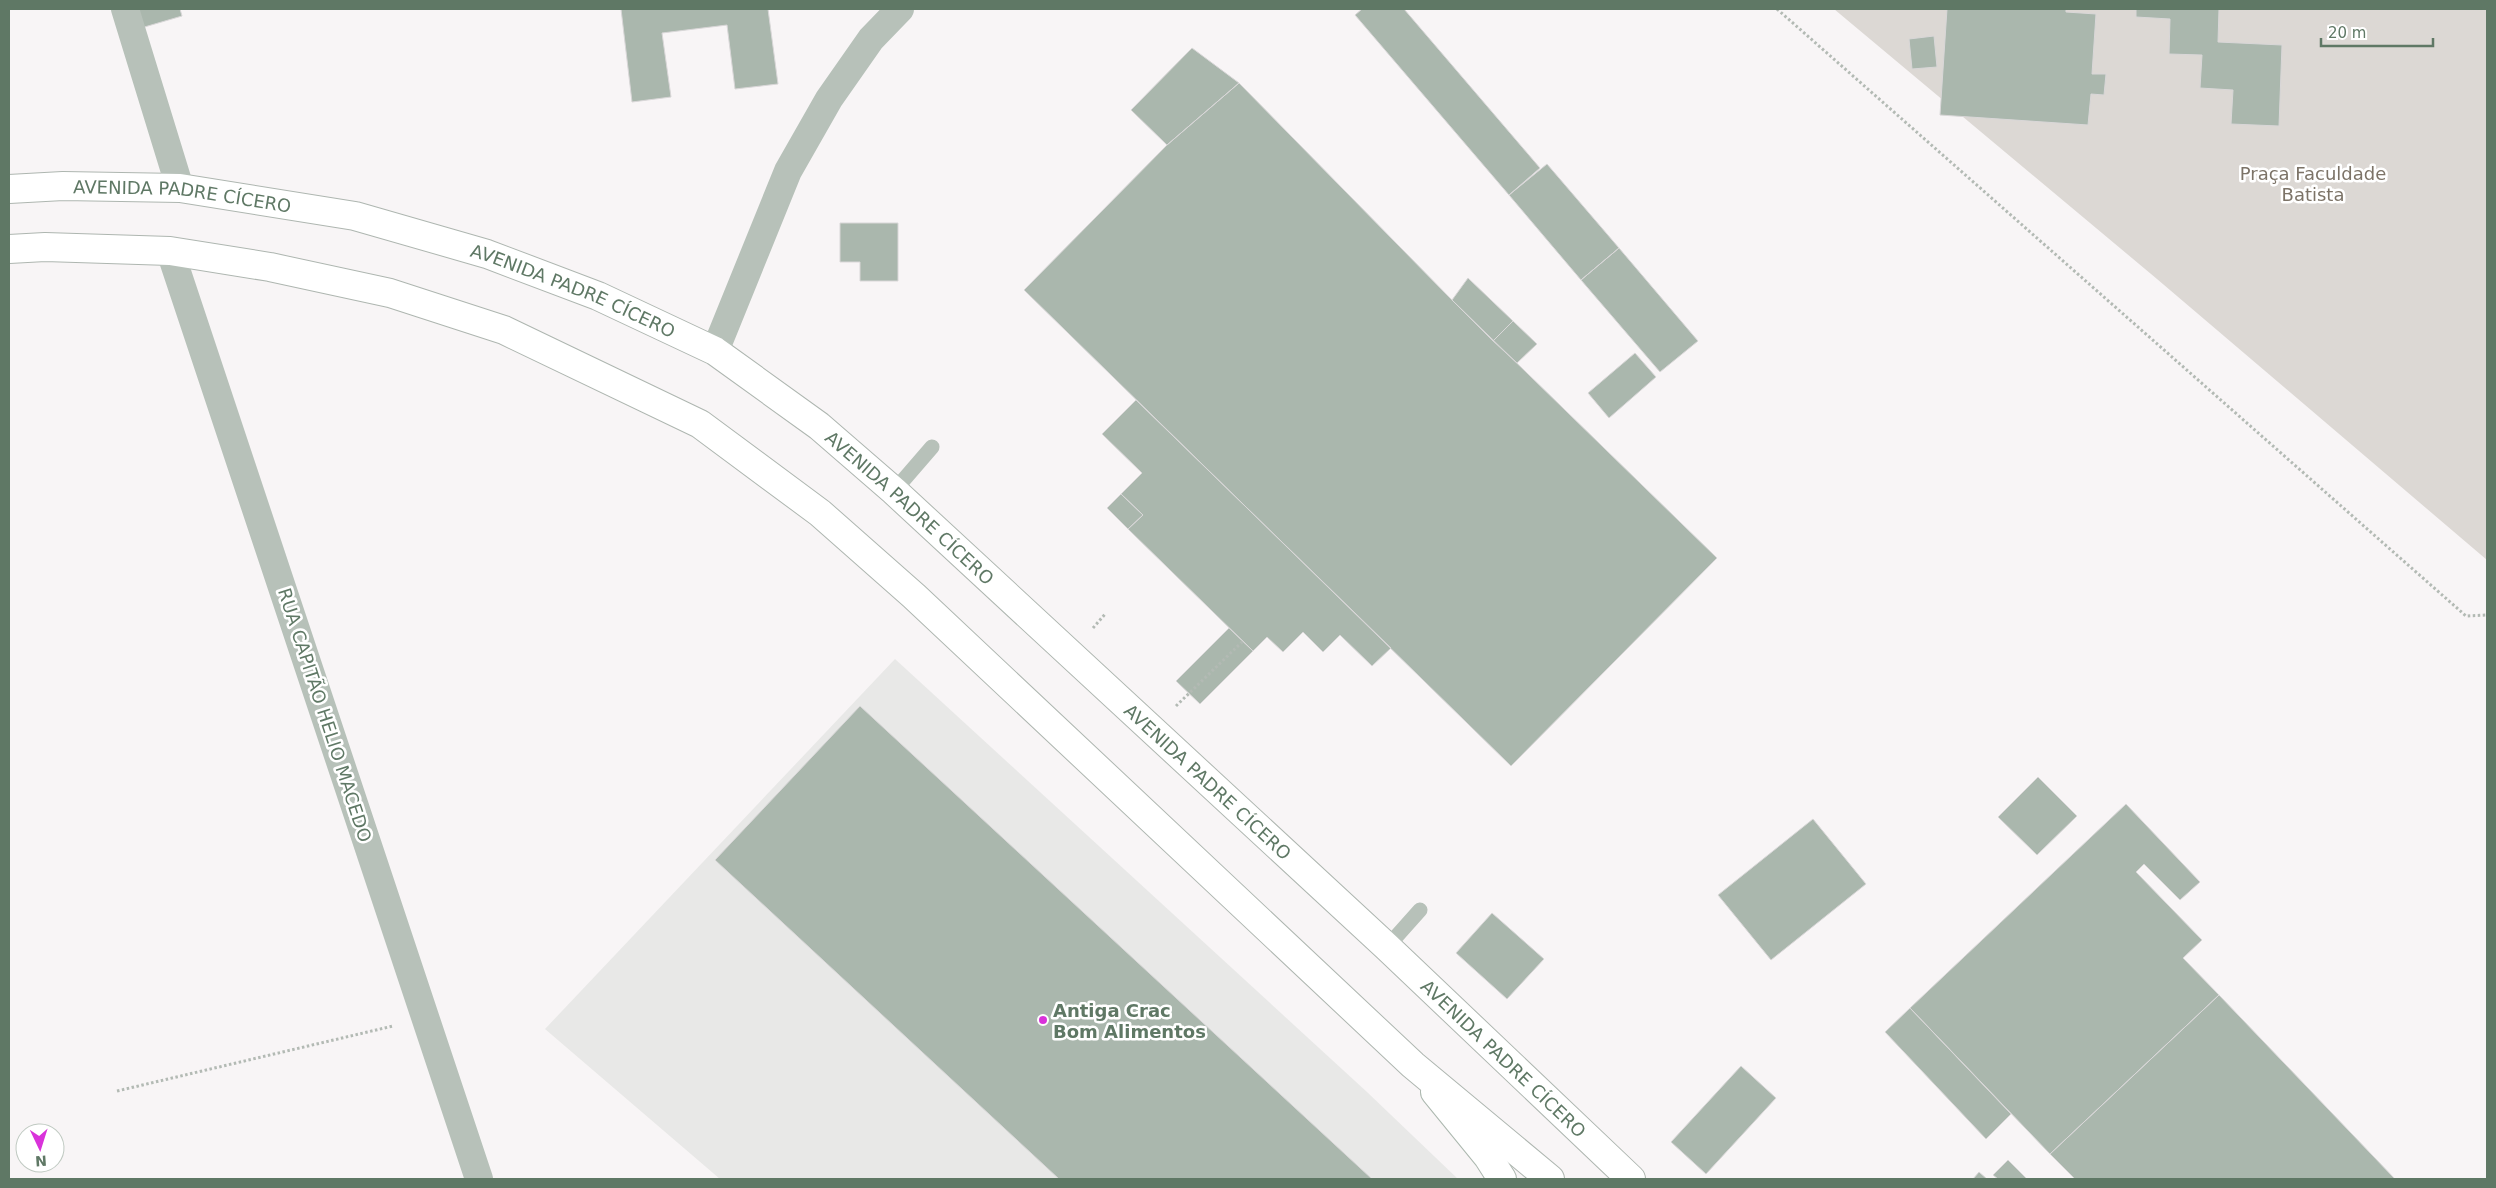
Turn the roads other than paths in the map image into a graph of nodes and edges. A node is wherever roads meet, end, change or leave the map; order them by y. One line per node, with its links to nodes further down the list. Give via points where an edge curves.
1 (125, 9): 3 (street)
2 (900, 9): 7 (street, via 871,39 829,99 788,171)
3 (180, 188): 4 (main road, AVENIDA PADRE CÍCERO, via 63,186); 7 (main road, AVENIDA PADRE CÍCERO, via 355,216 487,254 598,296)
4 (9, 189)
5 (9, 249): 6 (main road)
6 (170, 251): 12 (main road, via 270,267 390,293 504,330 700,424 820,513 914,596); 13 (street, RUA CAPITÃO HELIO MACEDO)
7 (715, 351): 9 (main road, AVENIDA PADRE CÍCERO, via 819,426)
8 (932, 447): 9 (lane)
9 (894, 491): 11 (main road, AVENIDA PADRE CÍCERO)
10 (1420, 910): 11 (lane)
11 (1387, 946): 16 (main road, AVENIDA PADRE CÍCERO)
12 (1414, 1065): 14 (main road); 15 (main road)
13 (480, 1179)
14 (1502, 1179)
15 (1550, 1179)
16 (1631, 1179)

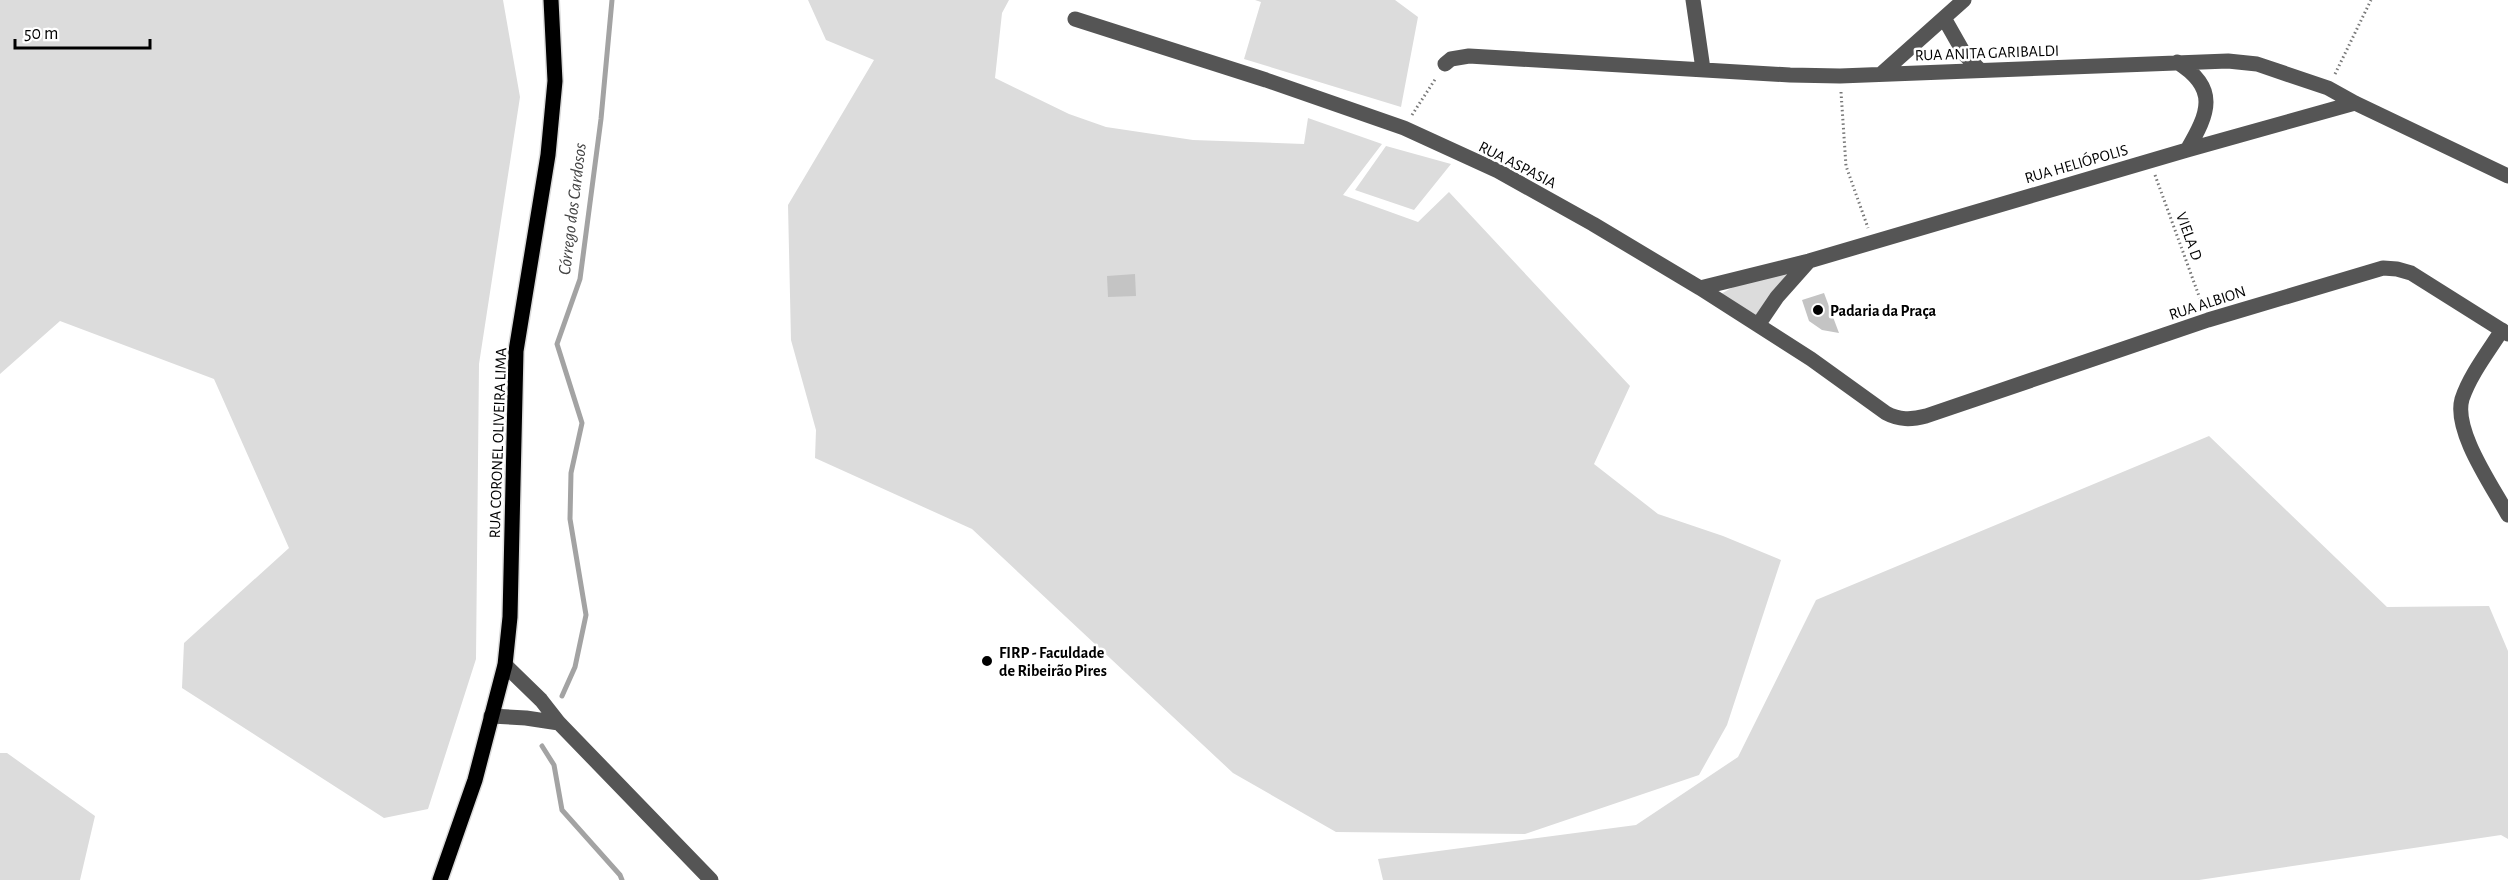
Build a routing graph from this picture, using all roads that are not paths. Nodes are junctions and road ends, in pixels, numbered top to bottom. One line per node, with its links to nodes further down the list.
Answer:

#### Required action
If an entry holds an image, omit that image and print the remainder exactly as it stands.

#### Response for this exercise
Turn the roads other than paths in the map image into a graph of nodes and edges. A node is wherever roads meet, end, change or leave the map; order them by y. One line per node, with its links to nodes further down the list. Give via points where an edge curves.
1 (125, 9): 3 (street)
2 (900, 9): 7 (street, via 871,39 829,99 788,171)
3 (180, 188): 4 (main road, AVENIDA PADRE CÍCERO, via 63,186); 7 (main road, AVENIDA PADRE CÍCERO, via 355,216 487,254 598,296)
4 (9, 189)
5 (9, 249): 6 (main road)
6 (170, 251): 12 (main road, via 270,267 390,293 504,330 700,424 820,513 914,596); 13 (street, RUA CAPITÃO HELIO MACEDO)
7 (715, 351): 9 (main road, AVENIDA PADRE CÍCERO, via 819,426)
8 (932, 447): 9 (lane)
9 (894, 491): 11 (main road, AVENIDA PADRE CÍCERO)
10 (1420, 910): 11 (lane)
11 (1387, 946): 16 (main road, AVENIDA PADRE CÍCERO)
12 (1414, 1065): 14 (main road); 15 (main road)
13 (480, 1179)
14 (1502, 1179)
15 (1550, 1179)
16 (1631, 1179)

Build a routing graph from this picture, using all roads that are not paths. Nodes are junctions and road ends, in pixels, numbered top to bottom. One line per node, with its links to nodes further down the list.
Answer:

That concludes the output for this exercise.